_INSTRUCTIONS FOR THE TASK_. Once the pictures are set aside, repeat all of the data below exactly.

══ RECORDS FOR THE EXERCISE

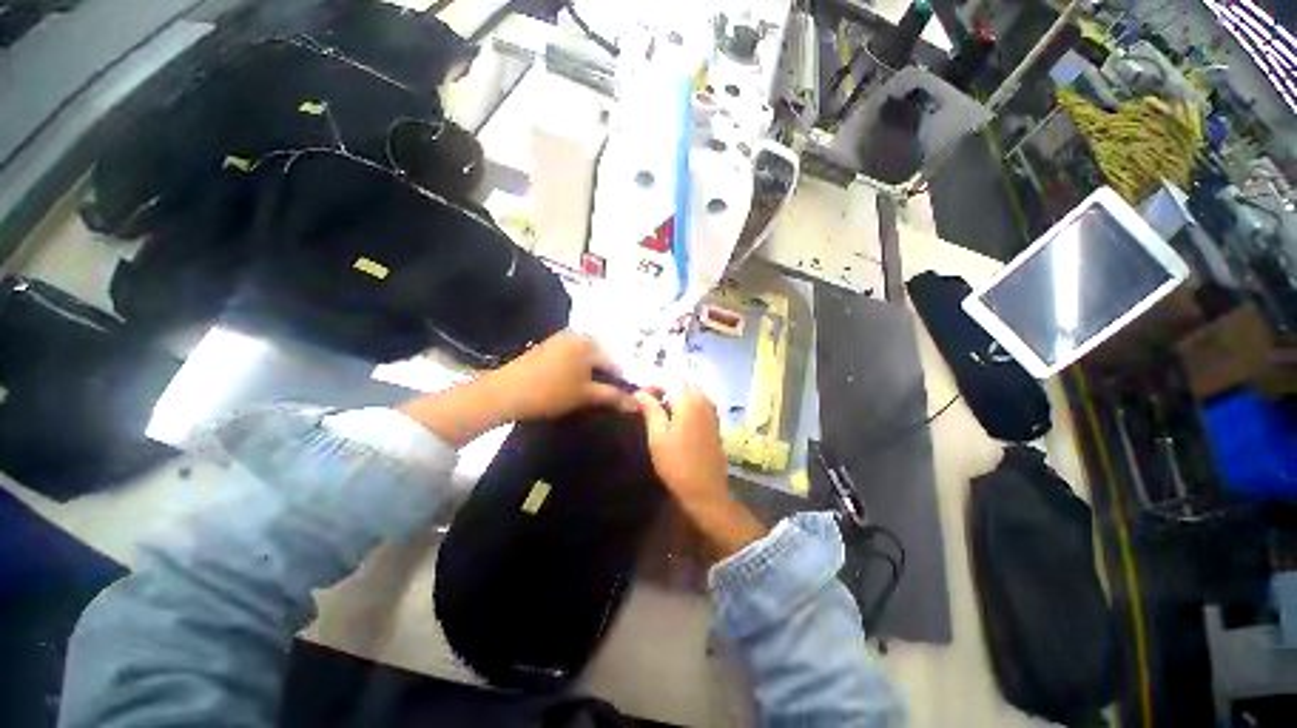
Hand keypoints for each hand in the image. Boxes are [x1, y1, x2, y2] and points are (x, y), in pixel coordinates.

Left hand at [401, 332, 633, 447]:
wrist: (505, 393)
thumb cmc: (551, 392)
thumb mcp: (586, 395)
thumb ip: (614, 397)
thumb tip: (637, 403)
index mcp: (589, 342)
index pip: (614, 364)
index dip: (619, 385)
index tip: (617, 402)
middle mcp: (576, 335)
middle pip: (599, 360)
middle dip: (602, 380)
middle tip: (597, 400)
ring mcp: (559, 339)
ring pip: (584, 360)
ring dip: (588, 377)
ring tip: (582, 396)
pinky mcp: (546, 347)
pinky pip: (569, 359)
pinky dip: (573, 372)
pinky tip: (566, 387)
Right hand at [634, 387, 766, 557]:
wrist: (704, 490)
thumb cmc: (676, 463)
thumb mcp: (657, 435)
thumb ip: (650, 409)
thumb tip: (640, 391)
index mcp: (688, 401)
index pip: (669, 381)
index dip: (653, 386)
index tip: (640, 398)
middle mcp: (704, 401)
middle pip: (682, 385)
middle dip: (665, 390)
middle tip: (650, 405)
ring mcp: (712, 412)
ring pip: (692, 394)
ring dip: (677, 398)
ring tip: (662, 413)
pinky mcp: (715, 423)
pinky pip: (700, 404)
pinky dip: (688, 406)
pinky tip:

════

_THE COMPLETED TASK_.
Hand keypoints for each hand in the image. Boxes are [x1, y1, x2, y2] and points are (x, y), in pixel coordinates.

Left hand at [401, 332, 633, 447]:
wrist: (505, 393)
thumb cmc: (551, 392)
thumb mcp: (586, 395)
thumb ip: (614, 397)
thumb tip: (637, 403)
index mcp: (589, 342)
index pip: (614, 364)
index dip: (619, 385)
index tip: (617, 402)
middle mcp: (576, 335)
middle pip: (599, 360)
middle dip: (602, 380)
middle tip: (597, 400)
ring mcp: (559, 339)
ring pip: (584, 360)
ring dip: (588, 377)
ring tip: (582, 396)
pinky mcp: (546, 347)
pinky pip: (569, 359)
pinky dip: (573, 372)
pinky tip: (566, 387)
Right hand at [634, 387, 766, 557]:
wrist: (704, 490)
thumb cmc: (676, 463)
thumb mcp: (657, 435)
thumb ip: (650, 409)
thumb tip: (640, 391)
index mcp: (688, 401)
index pip: (669, 381)
index dip: (653, 386)
index tip: (640, 398)
middle mcp: (704, 401)
middle pip: (682, 385)
middle dip: (665, 390)
middle tip: (650, 405)
ring mcp: (712, 412)
ring pip: (692, 394)
ring dip: (677, 398)
ring tip: (662, 413)
pinky mcp: (715, 423)
pinky pip: (700, 404)
pinky dip: (688, 406)
pinky tip:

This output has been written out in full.